Free-energy functional for freezing transitions: Hard sphere systems freezing into crystalline and amorphous structures

TL;DR

This paper develops a free-energy functional approach to study the freezing of hard spheres into crystalline and amorphous states, showing good agreement with simulations and revealing stable supercooled amorphous structures.

Contribution

It introduces a free-energy functional incorporating symmetry aspects to analyze both crystalline and amorphous freezing transitions in hard sphere systems.

Findings

Freezing parameters match simulation results.

Identifies stable amorphous structures at certain densities.
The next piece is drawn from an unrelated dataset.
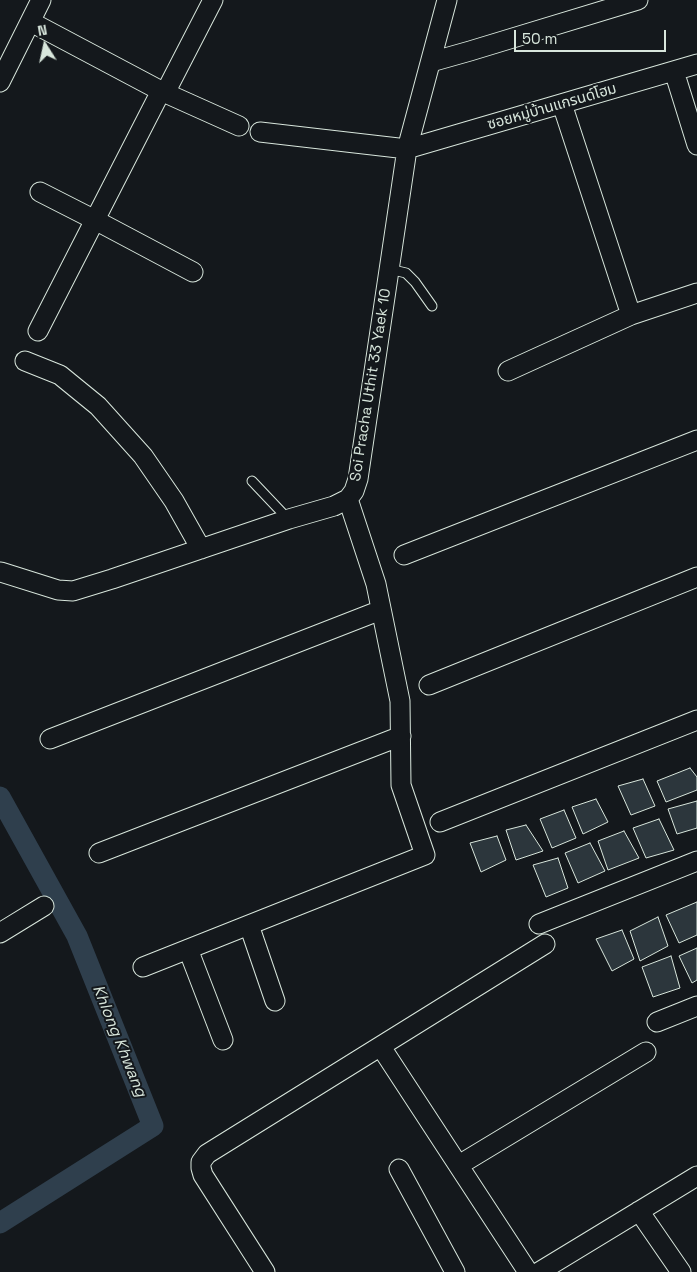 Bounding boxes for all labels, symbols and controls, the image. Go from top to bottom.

Reveals supercooled amorphous states with heterogeneous density profiles.

Abstract

A free-energy functional that contains both the symmetry conserved and symmetry broken parts of the direct pair correlation function has been used to investigate the freezing of a system of hard spheres into crystalline and amorphous structures. The freezing parameters for fluid-crystal transition have been found to be in very good agreement with the results found from simulations. We considered amorphous structures found from the molecular dynamics simulations at packing fractions $\eta$ lower than the glass close packing fraction $\eta_{J}$ and investigated their stability compared to that of a homogeneous fluid. The existence of free-energy minimum corresponding to a density distribution of overlapping Gaussians centered around an amorphous lattice depicts the deeply supercooled state with a heterogeneous density profile.